YOUR INSTRUCTIONS ->
Repeat the listing exactly. Pictures stay out of your copy.

INPUT MATERIAL ->
★ ★ ★

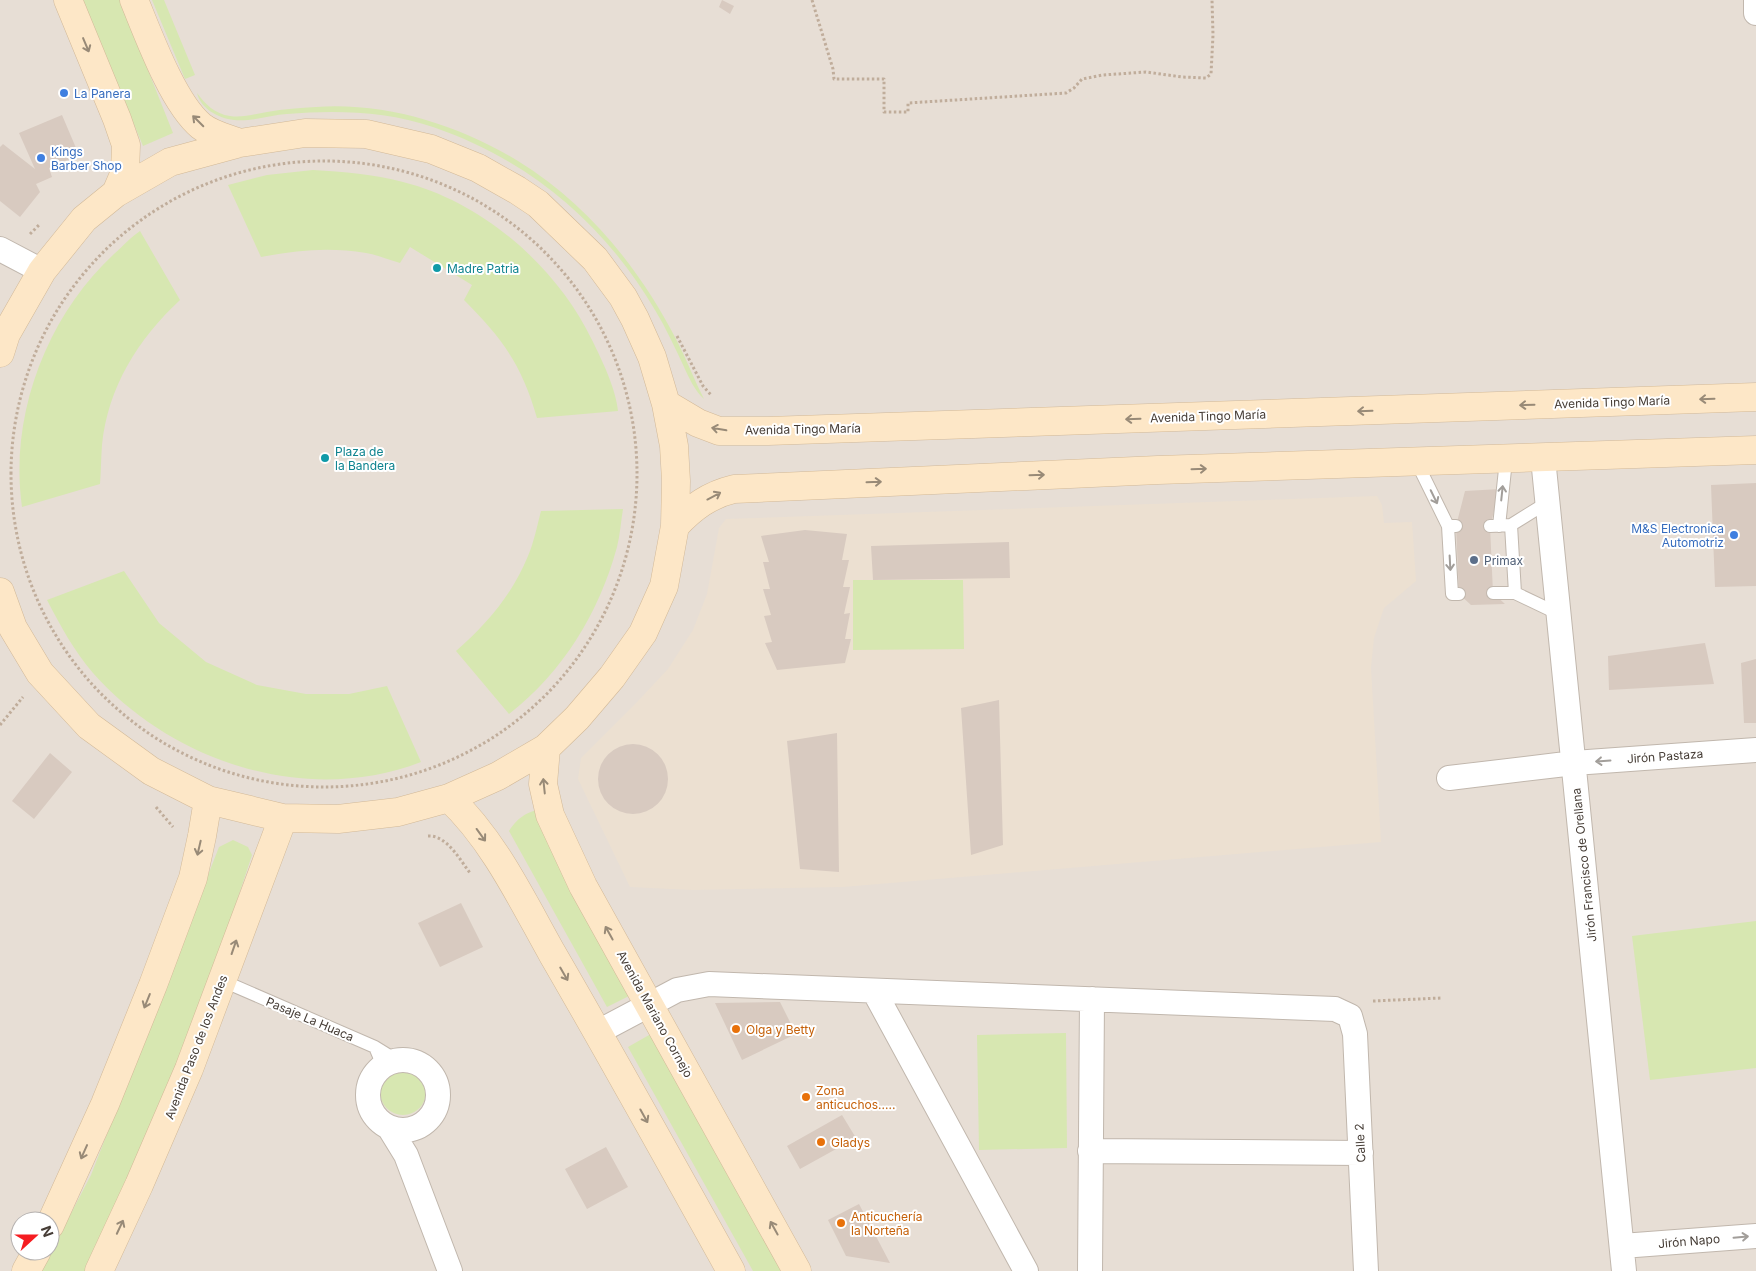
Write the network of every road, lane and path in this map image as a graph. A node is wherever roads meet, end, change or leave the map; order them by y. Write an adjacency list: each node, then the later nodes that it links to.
1 (68, 0): 8 (main road, one-way to 8)
2 (134, 0): 7 (main road, one-way to 2)
3 (812, 0): 4 (path)
4 (1212, 0)
5 (1756, 0): 6 (street)
6 (1756, 13)
7 (240, 142): 8 (main road); 14 (main road)
8 (116, 192): 11 (main road)
9 (42, 222): 10 (path)
10 (5, 252): 11 (street)
11 (42, 271): 12 (main road)
12 (0, 353)
13 (1756, 397): 14 (main road, Avenida Tingo María, one-way to 14)
14 (666, 404): 20 (main road)
15 (1756, 450): 16 (main road)
16 (1543, 458): 17 (main road); 19 (street, Jirón Francisco de Orellana)
17 (1506, 460): 18 (main road); 21 (lane, one-way to 17)
18 (1418, 462): 20 (main road, one-way to 18); 24 (lane, one-way to 24)
19 (1548, 502): 21 (lane); 26 (street, Jirón Francisco de Orellana)
20 (675, 526): 31 (main road)
21 (1500, 526): 23 (lane)
22 (0, 592): 27 (main road)
23 (1515, 593): 25 (lane); 26 (lane)
24 (1459, 594)
25 (1493, 594)
26 (1558, 614): 33 (street, Jirón Francisco de Orellana)
27 (6, 627): 36 (main road)
28 (25, 695): 30 (path)
29 (126, 717): 29 (path)
30 (0, 725)
31 (546, 748): 35 (main road); 44 (main road, Avenida Mariano Cornejo, one-way to 31)
32 (1756, 750): 33 (street, Jirón Pastaza, one-way to 33)
33 (1574, 763): 34 (street, Jirón Pastaza); 55 (street, Jirón Francisco de Orellana)
34 (1449, 778)
35 (449, 798): 37 (main road); 46 (main road, one-way to 46)
36 (208, 800): 37 (main road); 53 (main road, one-way to 53)
37 (283, 818): 40 (main road, Avenida Paso de los Andes, one-way to 37)
38 (426, 836): 39 (path)
39 (471, 874)
40 (223, 982): 47 (lane, Pasaje La Huaca); 56 (main road, Avenida Paso de los Andes, one-way to 40)
41 (874, 991): 42 (street); 44 (street); 60 (street)
42 (1092, 998): 45 (street); 50 (street)
43 (1441, 998): 45 (path)
44 (649, 1004): 46 (street); 59 (main road, Avenida Mariano Cornejo, one-way to 44)
45 (1350, 1016): 51 (street, Calle 2)
46 (598, 1032): 58 (main road, one-way to 58)
47 (385, 1058): 48 (street); 49 (street)
48 (418, 1128): 49 (street); 52 (street)
49 (390, 1129): 52 (street)
50 (1090, 1151): 51 (street); 61 (street)
51 (1361, 1153): 62 (street, Calle 2)
52 (406, 1155): 57 (street)
53 (56, 1211)
54 (1756, 1236): 55 (street, Jirón Napo, one-way to 54)
55 (1622, 1246): 63 (street, Jirón Francisco de Orellana)
56 (99, 1271)
57 (450, 1271)
58 (731, 1271)
59 (797, 1271)
60 (1026, 1271)
61 (1090, 1271)
62 (1366, 1271)
63 (1624, 1271)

★ ★ ★

RESULT FOR THIS TASK ->
Write the network of every road, lane and path in this map image as a graph. A node is wherever roads meet, end, change or leave the map; order them by y. Write an adjacency list: each node, then the later nodes that it links to.
1 (68, 0): 8 (main road, one-way to 8)
2 (134, 0): 7 (main road, one-way to 2)
3 (812, 0): 4 (path)
4 (1212, 0)
5 (1756, 0): 6 (street)
6 (1756, 13)
7 (240, 142): 8 (main road); 14 (main road)
8 (116, 192): 11 (main road)
9 (42, 222): 10 (path)
10 (5, 252): 11 (street)
11 (42, 271): 12 (main road)
12 (0, 353)
13 (1756, 397): 14 (main road, Avenida Tingo María, one-way to 14)
14 (666, 404): 20 (main road)
15 (1756, 450): 16 (main road)
16 (1543, 458): 17 (main road); 19 (street, Jirón Francisco de Orellana)
17 (1506, 460): 18 (main road); 21 (lane, one-way to 17)
18 (1418, 462): 20 (main road, one-way to 18); 24 (lane, one-way to 24)
19 (1548, 502): 21 (lane); 26 (street, Jirón Francisco de Orellana)
20 (675, 526): 31 (main road)
21 (1500, 526): 23 (lane)
22 (0, 592): 27 (main road)
23 (1515, 593): 25 (lane); 26 (lane)
24 (1459, 594)
25 (1493, 594)
26 (1558, 614): 33 (street, Jirón Francisco de Orellana)
27 (6, 627): 36 (main road)
28 (25, 695): 30 (path)
29 (126, 717): 29 (path)
30 (0, 725)
31 (546, 748): 35 (main road); 44 (main road, Avenida Mariano Cornejo, one-way to 31)
32 (1756, 750): 33 (street, Jirón Pastaza, one-way to 33)
33 (1574, 763): 34 (street, Jirón Pastaza); 55 (street, Jirón Francisco de Orellana)
34 (1449, 778)
35 (449, 798): 37 (main road); 46 (main road, one-way to 46)
36 (208, 800): 37 (main road); 53 (main road, one-way to 53)
37 (283, 818): 40 (main road, Avenida Paso de los Andes, one-way to 37)
38 (426, 836): 39 (path)
39 (471, 874)
40 (223, 982): 47 (lane, Pasaje La Huaca); 56 (main road, Avenida Paso de los Andes, one-way to 40)
41 (874, 991): 42 (street); 44 (street); 60 (street)
42 (1092, 998): 45 (street); 50 (street)
43 (1441, 998): 45 (path)
44 (649, 1004): 46 (street); 59 (main road, Avenida Mariano Cornejo, one-way to 44)
45 (1350, 1016): 51 (street, Calle 2)
46 (598, 1032): 58 (main road, one-way to 58)
47 (385, 1058): 48 (street); 49 (street)
48 (418, 1128): 49 (street); 52 (street)
49 (390, 1129): 52 (street)
50 (1090, 1151): 51 (street); 61 (street)
51 (1361, 1153): 62 (street, Calle 2)
52 (406, 1155): 57 (street)
53 (56, 1211)
54 (1756, 1236): 55 (street, Jirón Napo, one-way to 54)
55 (1622, 1246): 63 (street, Jirón Francisco de Orellana)
56 (99, 1271)
57 (450, 1271)
58 (731, 1271)
59 (797, 1271)
60 (1026, 1271)
61 (1090, 1271)
62 (1366, 1271)
63 (1624, 1271)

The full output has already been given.